* [Task statement] Show every line of the data where the word "junction" can be found.

* [Entries provided]
• • • •

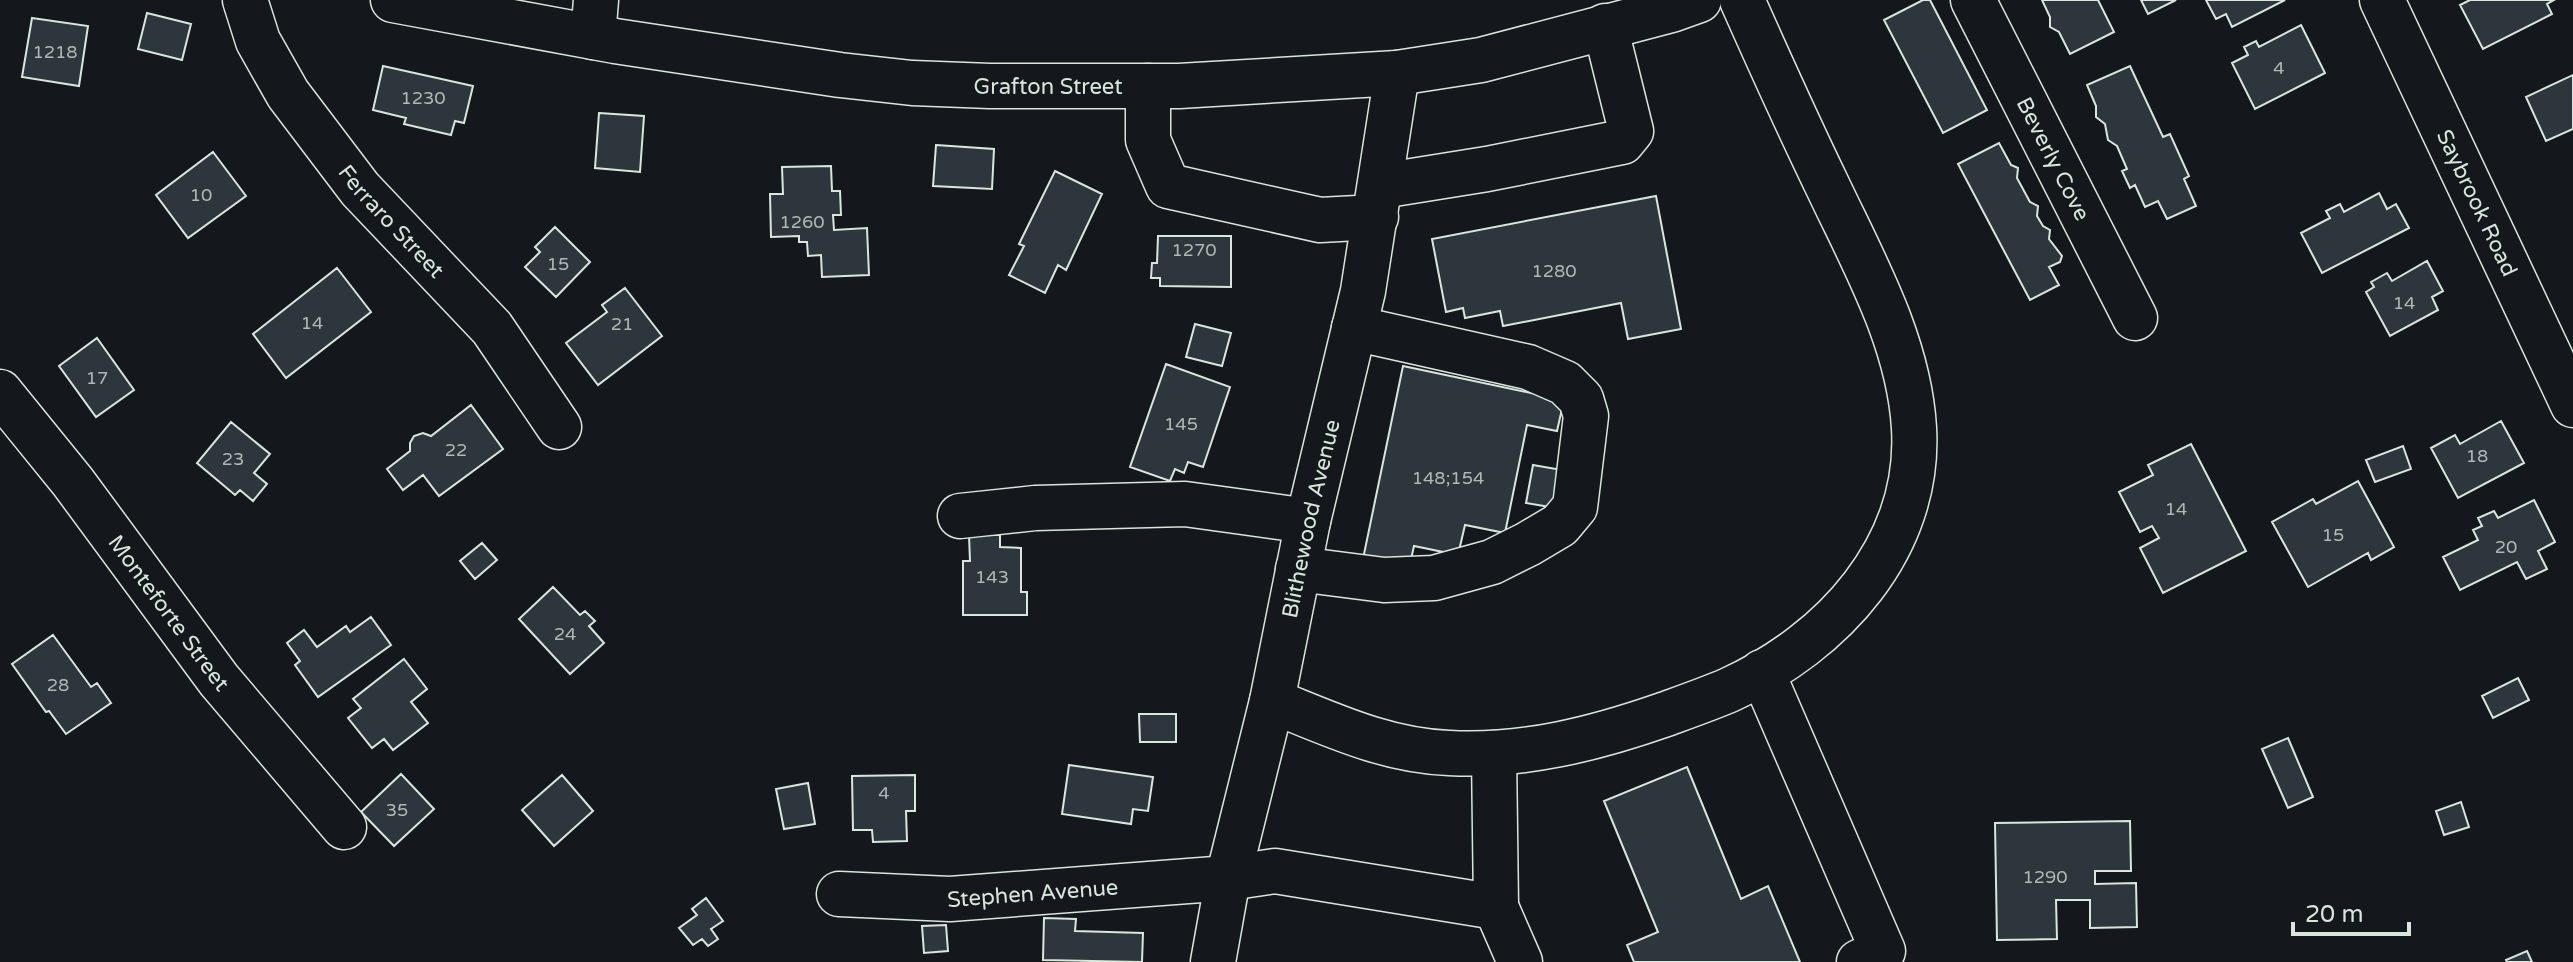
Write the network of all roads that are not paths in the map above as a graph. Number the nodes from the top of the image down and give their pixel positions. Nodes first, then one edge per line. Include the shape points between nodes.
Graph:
1 (245, 0) edge
2 (393, 0) edge
3 (1742, 0) edge
4 (1973, 0) edge
5 (2382, 0) edge
6 (1678, 3) edge
7 (594, 19) edge
8 (1605, 26) junction
9 (1397, 73) junction
10 (1148, 86) junction
11 (1378, 202) junction
12 (2135, 318) dead end
13 (1354, 328) junction
14 (0, 392) edge
15 (2573, 405) edge
16 (559, 427) dead end
17 (960, 516) dead end
18 (1308, 521) junction
19 (1298, 569) junction
20 (1762, 672) junction
21 (1272, 701) junction
22 (1494, 753) junction
23 (344, 827) dead end
24 (1228, 878) junction
25 (839, 894) dead end
26 (1496, 907) junction
27 (1213, 962) edge
28 (1520, 962) edge
29 (1859, 962) edge

1 - 16 main road, Ferraro Street via 258,41 288,94 360,189 492,328
2 - 7 main road, Grafton Street
3 - 20 main road via 1879,296 1903,362 1914,431 1907,500 1877,567 1830,624
4 - 12 main road, Beverly Cove
5 - 15 main road, Saybrook Road
6 - 8 main road, Grafton Street
7 - 10 main road, Grafton Street via 840,75 990,86
8 - 9 main road, Grafton Street via 1481,60
8 - 11 main road via 1631,131 1622,142 1487,169
9 - 10 main road, Grafton Street
9 - 11 main road, Blithewood Avenue
10 - 11 main road via 1148,140 1168,186 1320,220
11 - 13 main road, Blithewood Avenue
13 - 18 main road, Blithewood Avenue
13 - 19 main road via 1528,367 1565,383 1581,399 1586,416 1575,507 1560,525 1504,556 1434,578 1384,580
14 - 23 main road, Monteforte Street via 219,680
17 - 18 main road via 1185,504
18 - 19 main road, Blithewood Avenue
19 - 21 main road, Blithewood Avenue
20 - 22 main road via 1614,731
20 - 29 main road via 1883,951
21 - 22 main road via 1405,749
21 - 24 main road, Blithewood Avenue
22 - 26 main road
24 - 25 main road, Stephen Avenue via 950,899
24 - 26 main road, Stephen Avenue via 1275,871
24 - 27 main road, Blithewood Avenue
26 - 28 main road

• • • •

* [Task response]
8 (1605, 26) junction
9 (1397, 73) junction
10 (1148, 86) junction
11 (1378, 202) junction
13 (1354, 328) junction
18 (1308, 521) junction
19 (1298, 569) junction
20 (1762, 672) junction
21 (1272, 701) junction
22 (1494, 753) junction
24 (1228, 878) junction
26 (1496, 907) junction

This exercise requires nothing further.